[Directions for this task]: Each line of the data below holding the word "grid" must be copied.

[Input material]:
--*--

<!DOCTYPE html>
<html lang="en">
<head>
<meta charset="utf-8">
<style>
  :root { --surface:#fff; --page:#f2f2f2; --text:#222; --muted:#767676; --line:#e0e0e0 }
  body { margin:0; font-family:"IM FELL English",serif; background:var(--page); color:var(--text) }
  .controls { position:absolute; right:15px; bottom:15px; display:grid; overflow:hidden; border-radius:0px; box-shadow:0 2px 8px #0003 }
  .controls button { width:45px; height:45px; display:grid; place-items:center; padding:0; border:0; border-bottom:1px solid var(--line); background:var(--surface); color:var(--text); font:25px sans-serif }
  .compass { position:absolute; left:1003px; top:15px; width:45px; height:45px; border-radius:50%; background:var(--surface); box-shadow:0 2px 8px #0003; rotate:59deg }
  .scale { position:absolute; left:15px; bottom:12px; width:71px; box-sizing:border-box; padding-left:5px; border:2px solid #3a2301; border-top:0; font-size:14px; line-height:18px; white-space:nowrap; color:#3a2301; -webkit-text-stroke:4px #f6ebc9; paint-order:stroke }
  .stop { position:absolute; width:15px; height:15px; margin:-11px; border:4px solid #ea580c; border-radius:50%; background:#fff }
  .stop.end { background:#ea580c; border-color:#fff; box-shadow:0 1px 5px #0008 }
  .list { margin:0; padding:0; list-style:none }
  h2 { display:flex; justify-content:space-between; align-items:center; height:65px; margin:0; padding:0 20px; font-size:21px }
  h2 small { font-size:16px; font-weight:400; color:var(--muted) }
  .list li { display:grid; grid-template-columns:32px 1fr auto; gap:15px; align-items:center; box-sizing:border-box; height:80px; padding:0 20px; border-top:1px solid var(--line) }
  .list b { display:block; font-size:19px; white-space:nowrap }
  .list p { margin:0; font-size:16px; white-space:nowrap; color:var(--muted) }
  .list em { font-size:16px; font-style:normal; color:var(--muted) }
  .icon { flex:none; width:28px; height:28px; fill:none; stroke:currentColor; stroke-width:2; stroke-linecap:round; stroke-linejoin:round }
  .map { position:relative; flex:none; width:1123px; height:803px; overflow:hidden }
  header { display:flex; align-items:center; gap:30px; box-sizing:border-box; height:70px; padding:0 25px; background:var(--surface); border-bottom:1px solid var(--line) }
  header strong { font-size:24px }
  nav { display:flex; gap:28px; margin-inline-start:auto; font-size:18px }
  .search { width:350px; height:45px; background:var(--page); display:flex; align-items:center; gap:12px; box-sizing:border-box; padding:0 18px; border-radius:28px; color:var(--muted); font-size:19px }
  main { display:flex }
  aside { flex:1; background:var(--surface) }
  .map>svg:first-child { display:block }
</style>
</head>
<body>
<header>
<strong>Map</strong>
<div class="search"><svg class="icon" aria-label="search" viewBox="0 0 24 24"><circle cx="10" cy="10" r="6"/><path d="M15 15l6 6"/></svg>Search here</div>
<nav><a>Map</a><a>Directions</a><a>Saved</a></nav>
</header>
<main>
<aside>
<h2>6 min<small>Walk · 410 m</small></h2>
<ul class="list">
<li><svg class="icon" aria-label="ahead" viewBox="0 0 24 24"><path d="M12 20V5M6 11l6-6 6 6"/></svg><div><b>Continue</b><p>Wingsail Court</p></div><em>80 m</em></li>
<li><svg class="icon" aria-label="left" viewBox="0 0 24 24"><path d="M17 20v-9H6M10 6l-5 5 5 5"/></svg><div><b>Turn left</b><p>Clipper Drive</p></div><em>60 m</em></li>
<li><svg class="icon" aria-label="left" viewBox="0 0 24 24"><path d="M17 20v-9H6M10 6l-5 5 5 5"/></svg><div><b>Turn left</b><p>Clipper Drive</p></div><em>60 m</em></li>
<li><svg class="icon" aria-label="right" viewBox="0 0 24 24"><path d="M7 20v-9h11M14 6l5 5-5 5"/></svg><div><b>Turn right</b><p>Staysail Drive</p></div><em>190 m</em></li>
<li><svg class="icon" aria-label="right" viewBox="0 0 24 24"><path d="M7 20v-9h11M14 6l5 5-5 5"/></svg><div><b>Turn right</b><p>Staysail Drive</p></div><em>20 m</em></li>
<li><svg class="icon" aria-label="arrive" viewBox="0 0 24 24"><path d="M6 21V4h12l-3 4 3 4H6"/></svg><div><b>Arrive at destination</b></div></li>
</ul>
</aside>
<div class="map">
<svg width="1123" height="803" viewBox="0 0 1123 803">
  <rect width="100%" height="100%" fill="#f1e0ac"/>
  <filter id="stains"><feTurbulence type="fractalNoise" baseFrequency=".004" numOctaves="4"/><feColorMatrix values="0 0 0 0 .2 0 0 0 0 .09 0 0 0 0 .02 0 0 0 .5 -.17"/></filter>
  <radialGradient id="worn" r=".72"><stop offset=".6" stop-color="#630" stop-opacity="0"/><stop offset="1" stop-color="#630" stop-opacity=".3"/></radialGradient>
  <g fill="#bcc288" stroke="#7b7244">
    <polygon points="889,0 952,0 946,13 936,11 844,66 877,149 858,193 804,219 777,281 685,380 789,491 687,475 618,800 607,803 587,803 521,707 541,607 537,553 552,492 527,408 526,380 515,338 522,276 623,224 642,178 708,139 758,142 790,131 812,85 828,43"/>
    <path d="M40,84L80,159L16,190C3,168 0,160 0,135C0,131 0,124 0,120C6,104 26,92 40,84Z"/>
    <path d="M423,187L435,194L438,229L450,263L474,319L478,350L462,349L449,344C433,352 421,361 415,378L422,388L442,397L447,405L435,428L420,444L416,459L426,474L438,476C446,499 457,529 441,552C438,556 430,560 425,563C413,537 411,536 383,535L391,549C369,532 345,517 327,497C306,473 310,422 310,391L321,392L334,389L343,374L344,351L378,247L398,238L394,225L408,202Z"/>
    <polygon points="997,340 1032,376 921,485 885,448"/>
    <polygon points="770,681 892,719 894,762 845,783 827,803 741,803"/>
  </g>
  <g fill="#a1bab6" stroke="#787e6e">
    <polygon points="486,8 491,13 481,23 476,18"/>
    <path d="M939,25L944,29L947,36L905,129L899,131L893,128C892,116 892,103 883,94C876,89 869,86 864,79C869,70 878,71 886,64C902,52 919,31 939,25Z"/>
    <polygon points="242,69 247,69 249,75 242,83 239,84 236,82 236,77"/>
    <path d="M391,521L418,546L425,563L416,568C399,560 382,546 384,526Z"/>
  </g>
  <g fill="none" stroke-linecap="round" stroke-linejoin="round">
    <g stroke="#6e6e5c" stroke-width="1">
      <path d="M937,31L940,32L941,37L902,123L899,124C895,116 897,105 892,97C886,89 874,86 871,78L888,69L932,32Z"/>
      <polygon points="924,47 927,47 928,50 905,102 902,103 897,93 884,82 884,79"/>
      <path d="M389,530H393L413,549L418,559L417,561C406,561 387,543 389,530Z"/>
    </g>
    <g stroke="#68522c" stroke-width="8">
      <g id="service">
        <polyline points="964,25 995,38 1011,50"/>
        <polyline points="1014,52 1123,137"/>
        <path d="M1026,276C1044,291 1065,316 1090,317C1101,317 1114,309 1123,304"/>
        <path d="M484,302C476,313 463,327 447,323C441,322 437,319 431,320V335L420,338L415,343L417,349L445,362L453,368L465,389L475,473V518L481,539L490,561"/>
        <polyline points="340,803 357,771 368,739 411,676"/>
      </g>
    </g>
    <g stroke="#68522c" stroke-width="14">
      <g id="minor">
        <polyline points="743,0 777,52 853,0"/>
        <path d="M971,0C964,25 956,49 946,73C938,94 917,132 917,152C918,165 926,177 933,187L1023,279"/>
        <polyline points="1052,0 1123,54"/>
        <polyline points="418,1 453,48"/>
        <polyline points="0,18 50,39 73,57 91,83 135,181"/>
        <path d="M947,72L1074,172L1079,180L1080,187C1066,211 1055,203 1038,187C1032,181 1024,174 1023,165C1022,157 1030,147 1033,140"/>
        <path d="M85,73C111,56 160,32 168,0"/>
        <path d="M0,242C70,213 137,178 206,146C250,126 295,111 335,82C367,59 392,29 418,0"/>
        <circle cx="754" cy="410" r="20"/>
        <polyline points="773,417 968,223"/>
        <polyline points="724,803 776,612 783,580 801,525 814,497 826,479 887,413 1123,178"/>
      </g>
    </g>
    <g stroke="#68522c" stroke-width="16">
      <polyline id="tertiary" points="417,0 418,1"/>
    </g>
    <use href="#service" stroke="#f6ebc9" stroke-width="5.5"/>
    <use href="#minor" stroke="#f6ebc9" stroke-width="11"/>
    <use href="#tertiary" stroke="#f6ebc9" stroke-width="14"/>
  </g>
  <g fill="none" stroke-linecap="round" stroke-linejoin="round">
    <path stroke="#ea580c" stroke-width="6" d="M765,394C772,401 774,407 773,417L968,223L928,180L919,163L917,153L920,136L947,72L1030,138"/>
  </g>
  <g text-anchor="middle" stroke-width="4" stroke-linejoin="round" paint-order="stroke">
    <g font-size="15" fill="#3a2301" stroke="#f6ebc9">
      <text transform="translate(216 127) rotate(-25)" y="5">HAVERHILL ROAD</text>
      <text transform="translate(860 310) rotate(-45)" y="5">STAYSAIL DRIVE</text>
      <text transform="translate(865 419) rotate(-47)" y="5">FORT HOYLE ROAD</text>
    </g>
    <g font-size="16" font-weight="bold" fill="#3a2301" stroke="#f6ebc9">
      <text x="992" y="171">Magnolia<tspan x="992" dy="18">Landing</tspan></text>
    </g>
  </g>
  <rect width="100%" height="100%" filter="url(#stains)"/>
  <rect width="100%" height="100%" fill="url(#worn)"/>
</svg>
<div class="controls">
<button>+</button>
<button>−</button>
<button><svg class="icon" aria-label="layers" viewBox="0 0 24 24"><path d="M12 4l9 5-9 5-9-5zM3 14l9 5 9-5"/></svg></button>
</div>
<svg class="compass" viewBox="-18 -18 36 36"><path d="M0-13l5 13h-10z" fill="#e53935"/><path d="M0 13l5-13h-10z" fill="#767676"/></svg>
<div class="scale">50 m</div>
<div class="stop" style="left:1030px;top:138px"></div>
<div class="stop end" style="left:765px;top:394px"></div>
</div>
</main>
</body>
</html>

--*--

[Task result]:
  .controls { position:absolute; right:15px; bottom:15px; display:grid; overflow:hidden; border-radius:0px; box-shadow:0 2px 8px #0003 }
  .controls button { width:45px; height:45px; display:grid; place-items:center; padding:0; border:0; border-bottom:1px solid var(--line); background:var(--surface); color:var(--text); font:25px sans-serif }
  .list li { display:grid; grid-template-columns:32px 1fr auto; gap:15px; align-items:center; box-sizing:border-box; height:80px; padding:0 20px; border-top:1px solid var(--line) }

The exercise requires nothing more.